La seconda ondata casual iniziò nei primi anni ‘90 diffondendosi in tutta Europa, in nazioni come Francia, Paesi Bassi, Belgio, Germania ed è a partire dalla fine degli anni '90 che questo fenomeno approdò anche in paesi storicamente dominati fino a quel momento dallo stile e dalla cultura ultras come Italia, Croazia, Serbia, Grecia e Spagna.
Per quanto riguarda l'Italia il Casual vanta già una tradizione più che trentennale grazie a curve con uno stile "british" (su tutte Verona e Lazio) ormai accettata e ripresa dalle tifoserie di tutto lo stivale.
Ad oggi in questi ultimi paesi si assiste a uno strano connubio tra le sottoculture ultras e casual: molti gruppi pur mantenendo gli striscioni, uno dei simboli del movimento ultras, adottano un look e un modo di agire propriamente casual, come evitare la scorta e usare i mezzi propri per recarsi in trasferta.
A tal proposito riporta Wikipedia: "
"Il movimento casual si diffuse nelle curve italiane a cavallo tra la fine degli anni '90 e gli inizi del nuovo millennio (a parte la già citata eccezione riguardante la tifoseria veronese che si può inquadrare nella seconda ondata casual). I principali centri di sviluppo furono Verona e le grandi città, Roma e Milano per prime, seguite poi da Torino, Firenze ed altre città che militano in serie minori in Lombardia, Triveneto e Sud Italia (in particolare Chieti). Ultimamente il fenomeno casual è dilagato in tutta la realtà calcistica italiana, e gruppi d'ispirazione casual si possono trovare in tutta la penisola e nelle isole, anche se sono soprattutto presenti nel Settentrione del paese.

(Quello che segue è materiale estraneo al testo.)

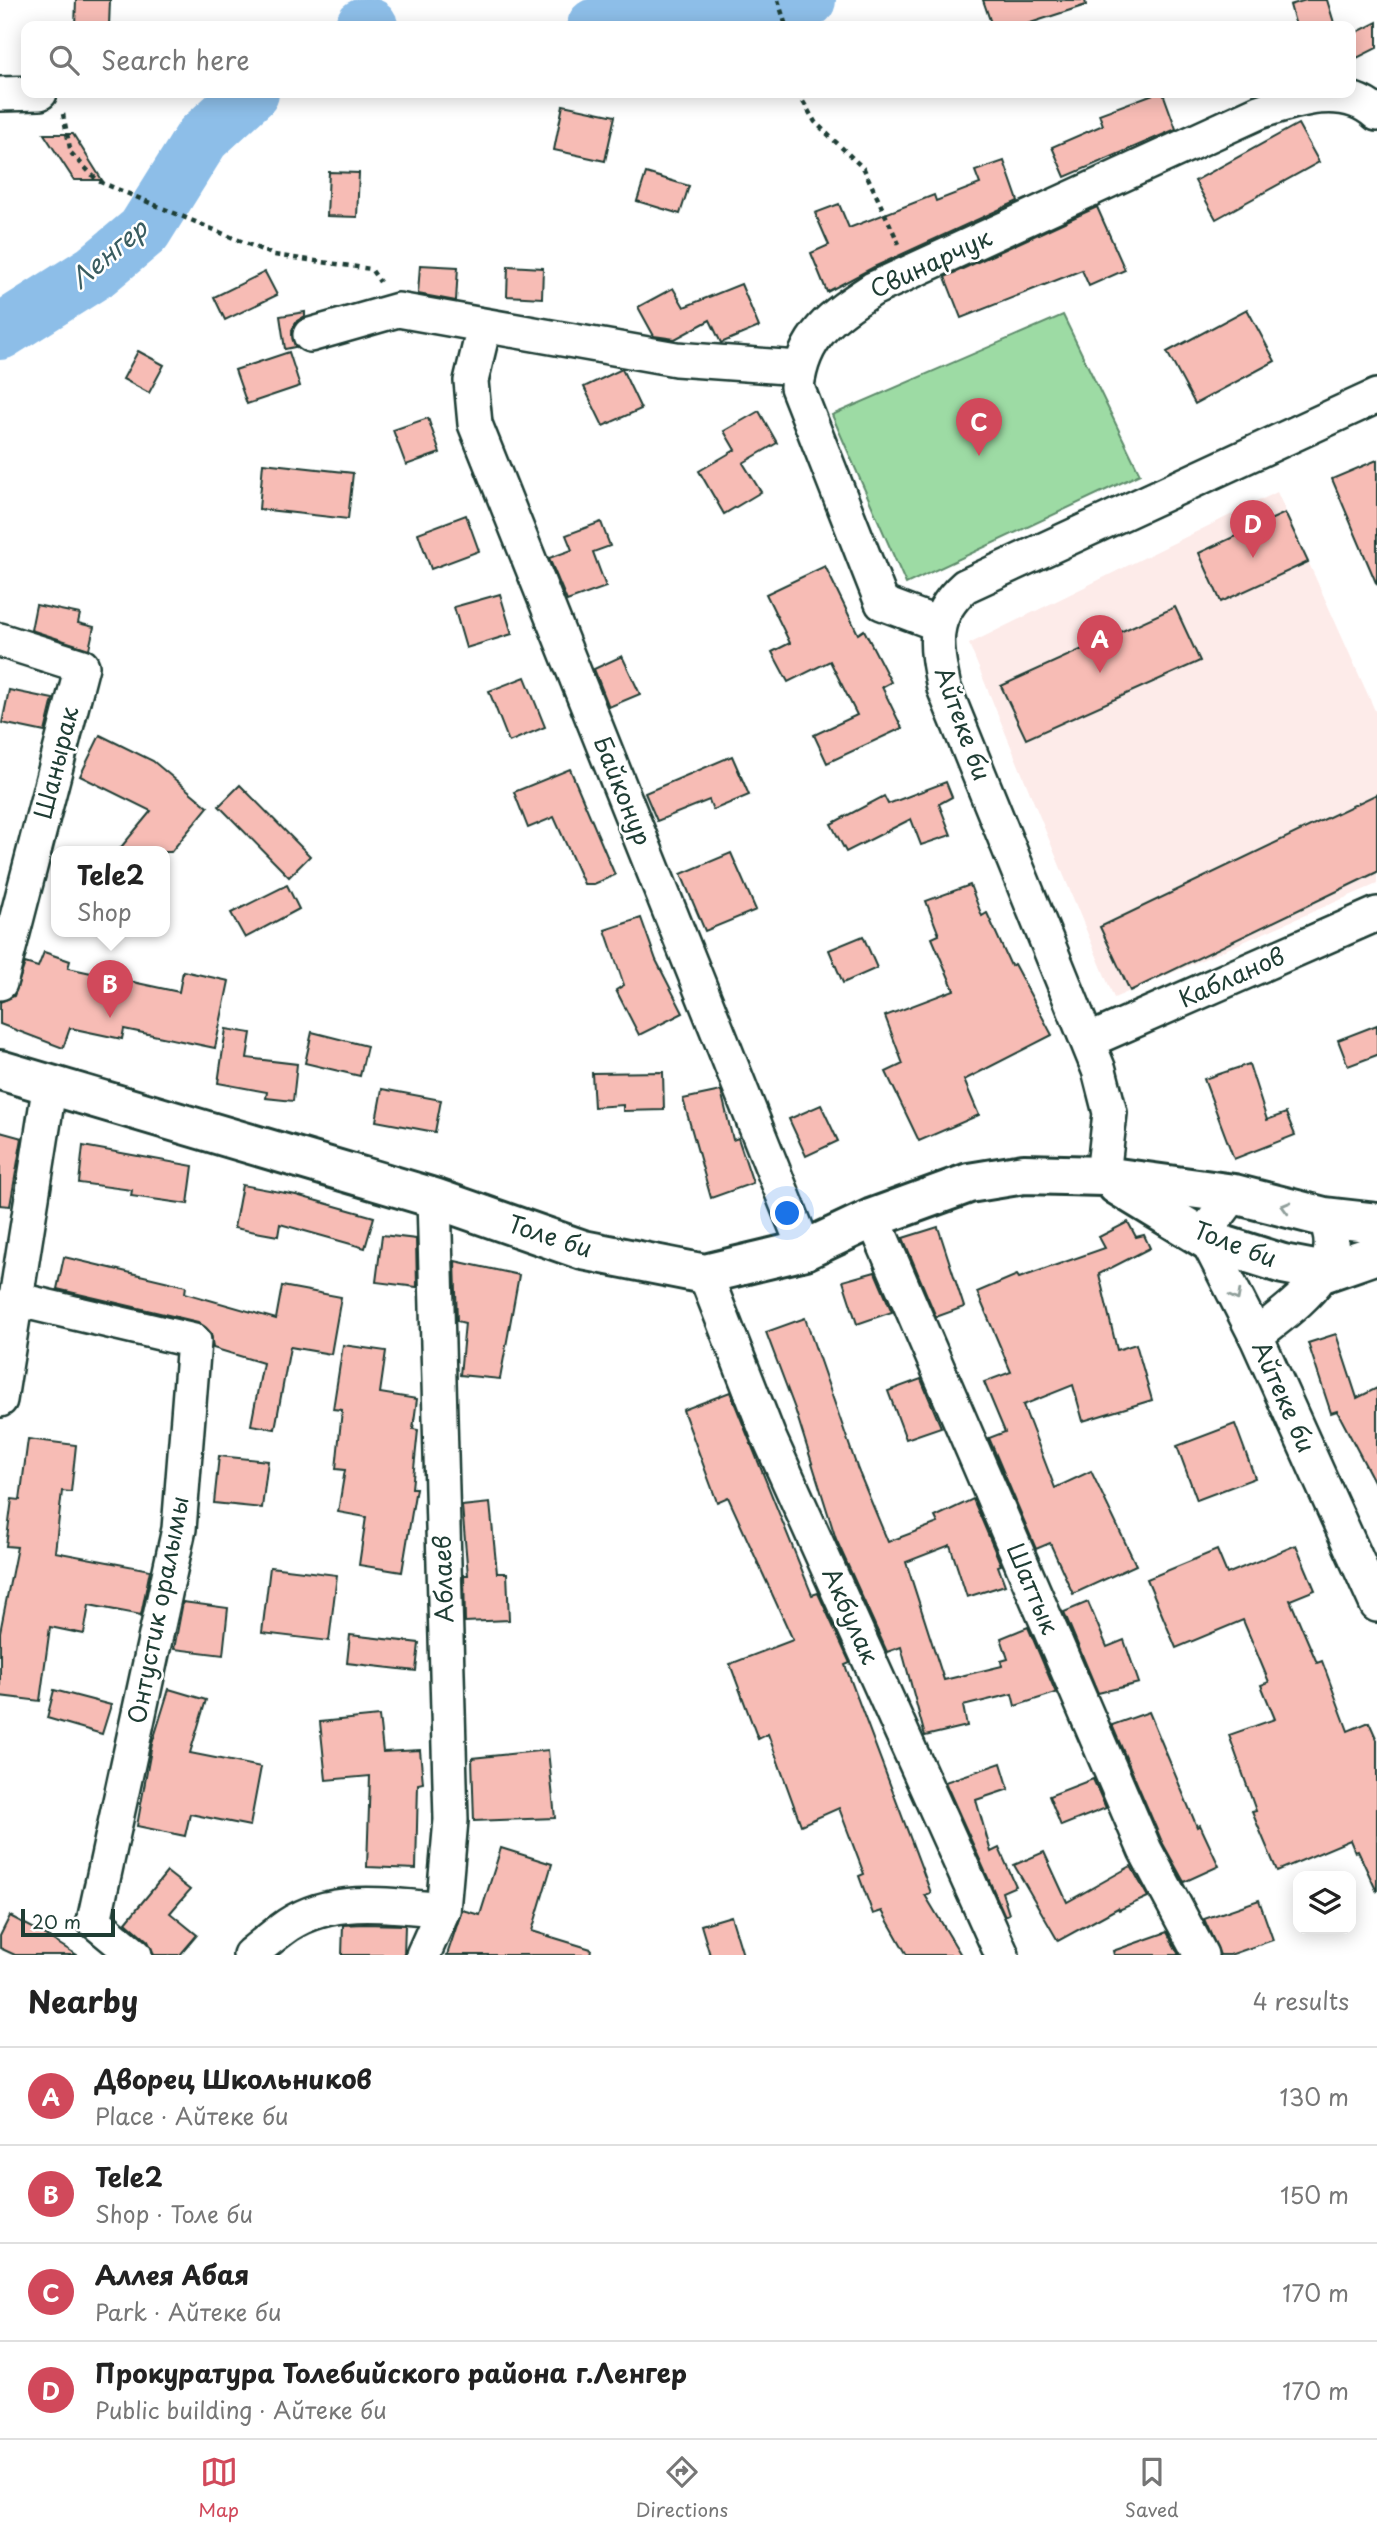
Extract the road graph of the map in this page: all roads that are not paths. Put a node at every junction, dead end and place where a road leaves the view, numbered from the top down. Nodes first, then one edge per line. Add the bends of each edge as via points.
1 (0, 94) edge
2 (21, 96) edge
3 (1302, 98) edge
4 (1342, 98) edge
5 (1377, 114) edge
6 (484, 327) junction
7 (310, 335) dead end
8 (799, 368) junction
9 (1377, 396) edge
10 (938, 624) junction
11 (0, 640) edge
12 (1377, 914) edge
13 (0, 983) edge
14 (1088, 1041) junction
15 (0, 1070) edge
16 (50, 1083) junction
17 (1103, 1176) junction
18 (1234, 1194) junction
19 (434, 1198) junction
20 (1324, 1217) junction
21 (873, 1218) junction
22 (1377, 1223) edge
23 (1207, 1240) junction
24 (805, 1250) junction
25 (1377, 1254) edge
26 (1325, 1272) junction
27 (705, 1274) junction
28 (15, 1299) junction
29 (1256, 1336) junction
30 (0, 1400) edge
31 (1374, 1588) edge
32 (443, 1910) junction
33 (135, 1955) edge
34 (250, 1955) edge
35 (423, 1955) edge
36 (1002, 1955) edge
37 (1201, 1955) edge

1 - 2 street
3 - 8 street, Свинарчук via 1259,112 873,289 834,315 809,343
4 - 5 street, Свинарчук
6 - 7 street via 398,310
6 - 8 street via 676,359
6 - 24 street, Байконур via 471,381 475,424
8 - 10 street via 797,387 882,603
9 - 10 street via 965,586 947,602
10 - 14 street, Айтеке би via 944,688
11 - 13 street, Шанырак via 82,666
12 - 14 street, Кабланов
14 - 17 street, Айтеке би via 1110,1113
15 - 16 main road, Толе би
16 - 19 main road, Толе би
16 - 28 street
17 - 18 main road, Толе би
17 - 21 main road, Толе би via 1024,1174 969,1183
17 - 23 main road, Толе би
20 -> 18 main road, Толе би
18 - 23 street via 1212,1223
19 - 27 main road, Толе би via 583,1250
19 - 32 street, Аблаев via 451,1820
20 - 22 main road, Толе би
20 - 26 street via 1332,1232
21 - 24 main road, Толе би
21 - 37 street, Шаттык via 1145,1850
23 - 26 main road, Толе би
23 -> 29 street, Айтеке би
24 - 27 main road, Толе би
25 - 26 main road, Толе би
26 - 29 street
27 - 36 street, Акбулак via 768,1435
28 - 30 street
28 - 33 street, Онтустик оралымы via 194,1341 179,1529 94,1921
29 - 31 street, Айтеке би
32 - 34 street via 360,1904 314,1913 290,1924
32 - 35 street, Аблаев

Bisogna specificare però una peculiarità del "movimento casual italiano", contraddistinto nella maggior parte dei casi da una sorta di mix tra il classico stile ultras italiano e quello casual d'oltremanica. Non è raro affatto trovare striscioni (o cosiddette "pezze") dietro il quale si trovano ragazzi vestiti appunto nel classico stile casual, creando quindi una sorta di punto di incontro tra le due sottoculture".